During the first nine months, inflation was kept under control, growth promoted, and major balanced guaranteed. The gross domestic product (GDP) grew at 5.33% in the third quarter and 4.24% during the nine months. The consumer price index (CPI) increased 3.16%. The monetary and foreign exchange market was basically stable while interest rates declined. Foreign trade gradually went up month on month, with a nine-month trade surplus of nearly 22 billion USD. Energy and food security was safeguarded while the labour market bounced back.
He reported that cultural and social aspects have given attention and investment as seen in the full and timely implementation of policies supporting revolution contributors, guaranteeing social security, and assisting people and businesses. The rate of poor households as calculated according to multidimensional standards has been brought by 1.1% to 2.93%. While the quality of general, higher, and vocational education has continued to improve, human resources connected with science - technology, innovation, digital transformation, green economy, digital economy, and digital society has also been further developed. Vietnam ranks 46th among the 132 economies in the Global Innovation Index 2023, up two places from last year.

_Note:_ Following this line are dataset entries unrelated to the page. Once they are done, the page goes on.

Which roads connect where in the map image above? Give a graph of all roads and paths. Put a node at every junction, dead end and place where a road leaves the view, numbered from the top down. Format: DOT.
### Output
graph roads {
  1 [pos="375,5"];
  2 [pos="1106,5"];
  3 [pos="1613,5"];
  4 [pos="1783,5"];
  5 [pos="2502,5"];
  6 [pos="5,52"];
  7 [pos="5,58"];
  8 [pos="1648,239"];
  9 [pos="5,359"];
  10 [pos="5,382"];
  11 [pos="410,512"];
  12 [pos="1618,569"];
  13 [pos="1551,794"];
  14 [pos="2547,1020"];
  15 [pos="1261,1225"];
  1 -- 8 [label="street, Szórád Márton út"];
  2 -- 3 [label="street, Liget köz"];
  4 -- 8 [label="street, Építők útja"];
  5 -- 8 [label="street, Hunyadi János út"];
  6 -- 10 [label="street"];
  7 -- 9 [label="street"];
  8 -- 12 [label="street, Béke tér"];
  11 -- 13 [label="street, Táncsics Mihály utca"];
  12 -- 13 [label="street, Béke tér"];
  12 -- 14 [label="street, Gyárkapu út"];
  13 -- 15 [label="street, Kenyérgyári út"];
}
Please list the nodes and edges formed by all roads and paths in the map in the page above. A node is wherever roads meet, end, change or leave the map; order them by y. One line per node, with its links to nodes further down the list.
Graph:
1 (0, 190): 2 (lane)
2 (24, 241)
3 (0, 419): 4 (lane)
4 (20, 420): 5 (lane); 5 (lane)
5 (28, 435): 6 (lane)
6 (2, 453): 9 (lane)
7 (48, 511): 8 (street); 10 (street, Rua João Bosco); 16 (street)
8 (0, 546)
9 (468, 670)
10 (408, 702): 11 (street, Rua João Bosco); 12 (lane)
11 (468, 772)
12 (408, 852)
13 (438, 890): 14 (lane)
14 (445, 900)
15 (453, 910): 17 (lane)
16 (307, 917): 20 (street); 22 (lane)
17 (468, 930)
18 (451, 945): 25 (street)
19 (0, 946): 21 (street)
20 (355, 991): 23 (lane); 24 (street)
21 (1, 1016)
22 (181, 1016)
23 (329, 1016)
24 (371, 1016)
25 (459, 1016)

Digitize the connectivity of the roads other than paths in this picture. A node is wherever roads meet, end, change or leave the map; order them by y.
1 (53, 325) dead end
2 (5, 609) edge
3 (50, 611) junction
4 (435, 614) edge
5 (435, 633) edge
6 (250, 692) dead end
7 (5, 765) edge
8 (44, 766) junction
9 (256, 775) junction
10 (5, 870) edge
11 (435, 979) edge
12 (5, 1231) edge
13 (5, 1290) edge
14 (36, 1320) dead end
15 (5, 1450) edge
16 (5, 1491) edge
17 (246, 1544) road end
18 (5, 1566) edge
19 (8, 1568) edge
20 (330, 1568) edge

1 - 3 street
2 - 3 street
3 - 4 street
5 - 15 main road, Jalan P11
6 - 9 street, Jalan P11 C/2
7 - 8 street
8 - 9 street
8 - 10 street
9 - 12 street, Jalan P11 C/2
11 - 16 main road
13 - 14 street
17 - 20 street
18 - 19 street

PM Chinh also underlined the maintained focus on ethnic minority, religious and belief policies; reforms in the building and perfection of laws, mechanisms and policies; firmly maintained socio-political stability, territorial integrity, political security and social order and safety; and vibrant diplomatic and international integration activities which have obtained significant and historic results, creating new chances for boosting national development and raising Vietnam’s role, stature and prestige in the international arena.
However, there are shortcomings and problems needing more efforts to be addressed. In particular, economic growth has yet to meet the target, macro-economic stability hasn’t been truly steady due to high external pressure, production and business activities still face numerous difficulties, and the implementation of some contents of the national target programmes and the socio-economic recovery and development programme remains slow. Some mechanisms, policies, and legal regulations are still contradictory with or overlapping each other, according to the Government’s report.
Chinh blamed the problems mainly on the fast, complex and unpredictable developments in the regional and international situations. Meanwhile, he added, Vietnam is a developing country, and its economy is still in the transition process and has a low starting point, modest size, big openness, along with limited competitiveness and resilience to external shocks. The implementation of laws and policies is also a weak point.
For the remaining months of 2023, the Government will continue giving priority to promoting growth, keeping macro-economic stability, controlling inflation, guaranteeing major economic balances, taking measures for strongly boosting growth drivers (investment, consumption and export), and grasping opportunities in the domestic and international markets during the year-end and New Year holidays.
It will speed up the approval of plans and disbursement of capital for public investment, the socio-economic recovery and development programme, and the three national target programmes. It will press on with tackling production and business difficulties and strive to achieve the highest possible results for 2023, including a GDP growth rate of over 5% and inflation of 3.5 - 4%, PM Chinh went on.
The Government predicted that in 2024, the world situation will remain complicated and unpredictable while the country’s economy will continue to suffer from “dual negative impacts” of adverse external factors and internal shortcomings.
It set 15 main targets for next year, including GDP growth of 6 - 6.5%, per capita GDP of 4,700 - 4,730 USD, the processing and manufacturing industry making up 24.1 - 24.2% of GDP, a CPI increase of 4 - 4.5%, labour productivity up 4.8 - 5.3%, the rate of trained manpower at about 69%, an unemployment rate of less than 4% in urban areas, the rate of poor households down by over 1%, the State budget revenue up about 5%, and the State budget overspending at under 4% of GDP./.